Eric Breteau et Emilie Lelouch, avec leur avocat Gilbert Collard, à l'ouverture du procès de l'Arche de Zoé © TF1/LCI 
Le récit de l'envoyée spéciale de LCI

Rapatriement des Français: "discussions au plus haut niveau"
Moins de deux mois après leur arrestation le 25 octobre dernier à l'aéroport d'Abéché , Eric Breteau, Emilie Lelouch, Alain Péligat, Dominique Aubry, Philippe Van Wilkerberg et Nadia Merimi (cliquez ici pour lire leur portrait) sont jugés depuis vendredi matin par la cour criminelle de N'Djamena, la capitale tchadienne. Avec trois autres Tchadiens et un Soudanais, les six membres de l'association L'Arche de Zoé sont poursuivis pour "enlèvement d'enfants". Les accusés, qui encourent de cinq à vingt ans de travaux forcés, devraient être fixés sur leur sort mercredi prochain, jour annoncé pour le verdict.
Salle bondée
A leur arrivée, les six Français sont descendus du fourgon cellulaire en se tenant la main. Eric Breteau, le président de l'association, et Alain Péligat, le logisticien, portaient comme à l'accoutumée leur pantalon de pompier mais plus le gilet siglé "Children Rescue", le nom de l'opération qui les a conduits devant la justice tchadienne. Les quatre autres membres de l'association avaient quant à eux, sur conseil de leurs avocats, totalement abandonné cette tenue qu'ils portaient depuis leur arrestation pour ne pas heurter les juges.
La petite salle d'audience, pouvant accueillir environ 200 personnes, était bondée. Une trentaine de journalistes représentant les principaux médias français nationaux, de la presse écrite, radio et télévision, étaient présents, ainsi que de nombreux militaires et policiers, non armés. Les représentants du Collectif des familles des 103 enfants assistaient à l'audience, ainsi que le consul de France à N'Djamena, Bernard Jeantelot. Les débats sont retransmis à l'extérieur de la salle d'audience par des hauts-parleurs.
"Raisons de sécurité"
Après avoir rejeté une requête en nullité déposée par la défense, la cour a ensuite entendu Eric Breteau. Dans sa déposition, il a tout d'abord réaffirmé que les enfants que son association projetait d'emmener du Tchad en France étaient bien Soudanais. "Je conteste les faits qui me sont reprochés. Je souhaite répondre point par point (...) en apportant les preuves nécessaires à la manifestation de la vérité", a-t-il déclaré, sûr de lui. "Personne n'a jamais émis le moindre doute sur l'origine soudanaise des enfants présents dans nos bases", a-t-il lancé. Une enquête ONG internationales a pourtant établi que la quasi-totalité des enfants était Tchadiens et n'étaient pas orphelins.

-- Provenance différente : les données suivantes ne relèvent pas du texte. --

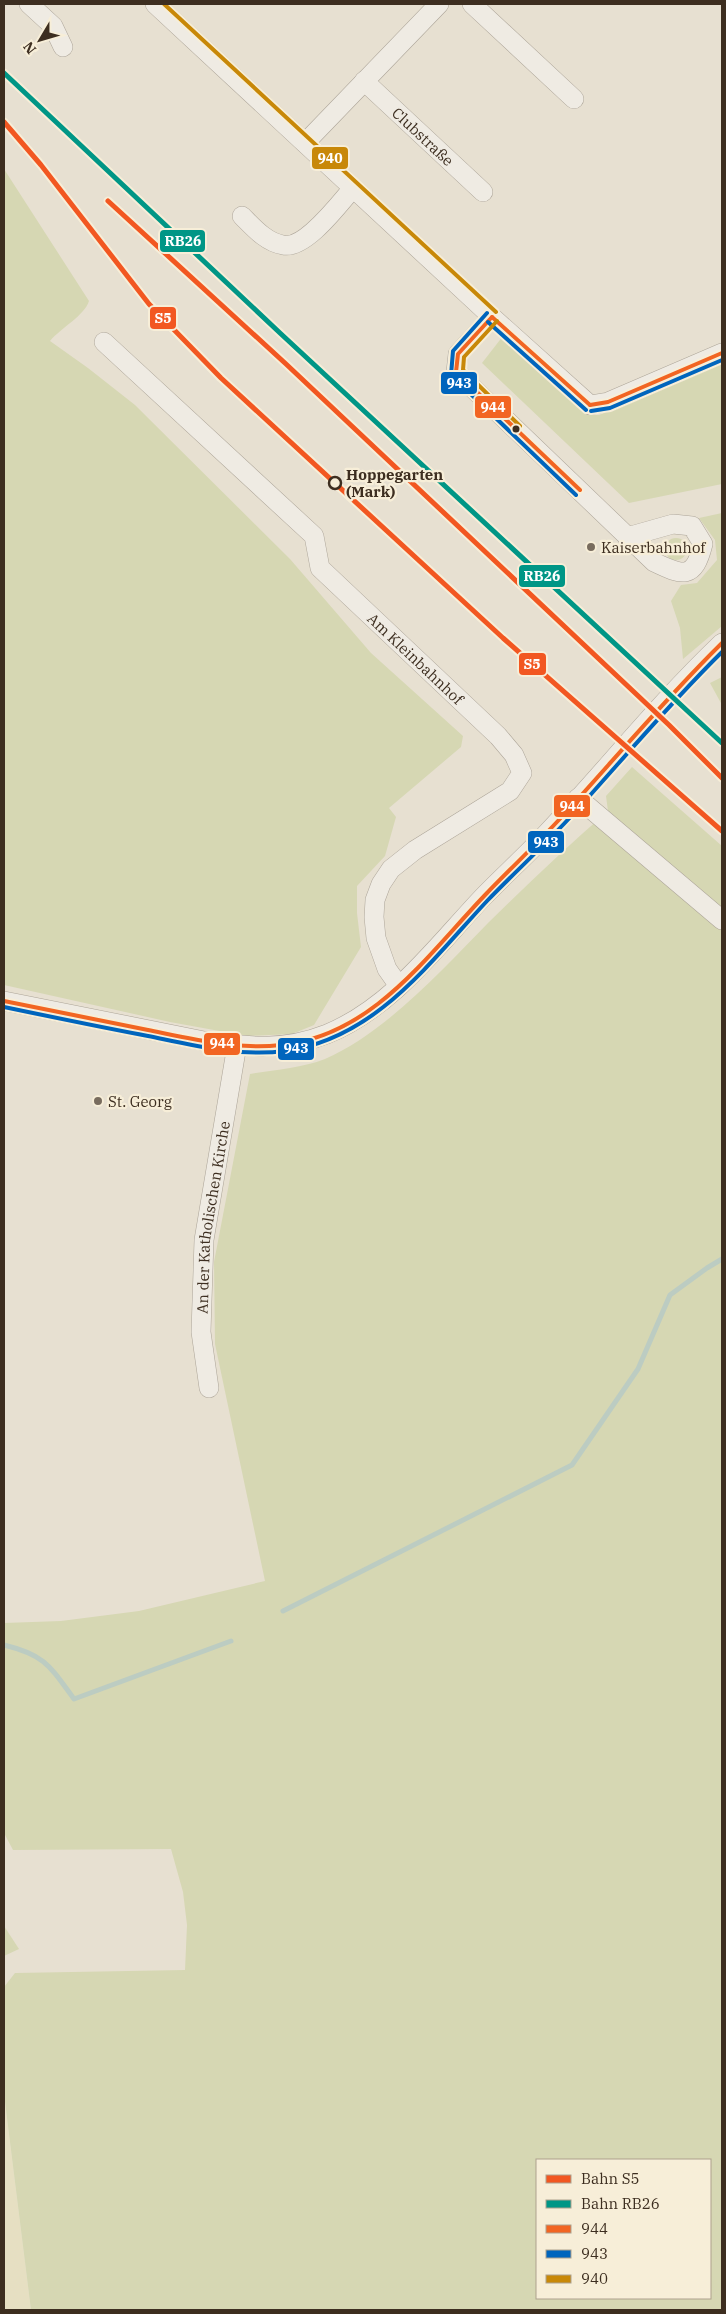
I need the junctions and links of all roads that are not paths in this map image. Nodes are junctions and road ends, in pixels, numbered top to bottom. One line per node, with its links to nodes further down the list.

Eric Breteau a également contesté le caractère clandestin de l'opération "Children Rescue". "Avant le lancement de notre opération de sauvetage des orphelins du Darfour, l'ensemble des autorités françaises ont été informées de notre action par écrit", a-t-il expliqué. "Nous avons notamment informé, par écrit, (...) la présidence de la République, les ministères de l'Intérieur, de la Justice et des Affaires étrangères, l'ensemble du Parlement, le juge pour enfants de Reims-Vatry", où les enfants devaient arriver en provenance du Tchad par avion. L'opération "ne peut certainement pas être qualifiée de secrète et de clandestine, compte tenu de la très forte communication réalisée avant son ancement", a-t-il assuré.
Pour des "raisons de sécurité, nous avons fait le choix de la confidentialité vis-à-vis de nos personnels locaux (...) ainsi que des représentants des autorités locales, afin d'éviter toute fuite d'information qui aurait pu mettre en danger la mission", a-t-il poursuivi, en particulier "pour ne pas éveiller les soupçons des services secrets soudanais".
Après la déposition d'Alain Péligat, le logisticien, l'audience a été ajournée jusqu'à samedi matin.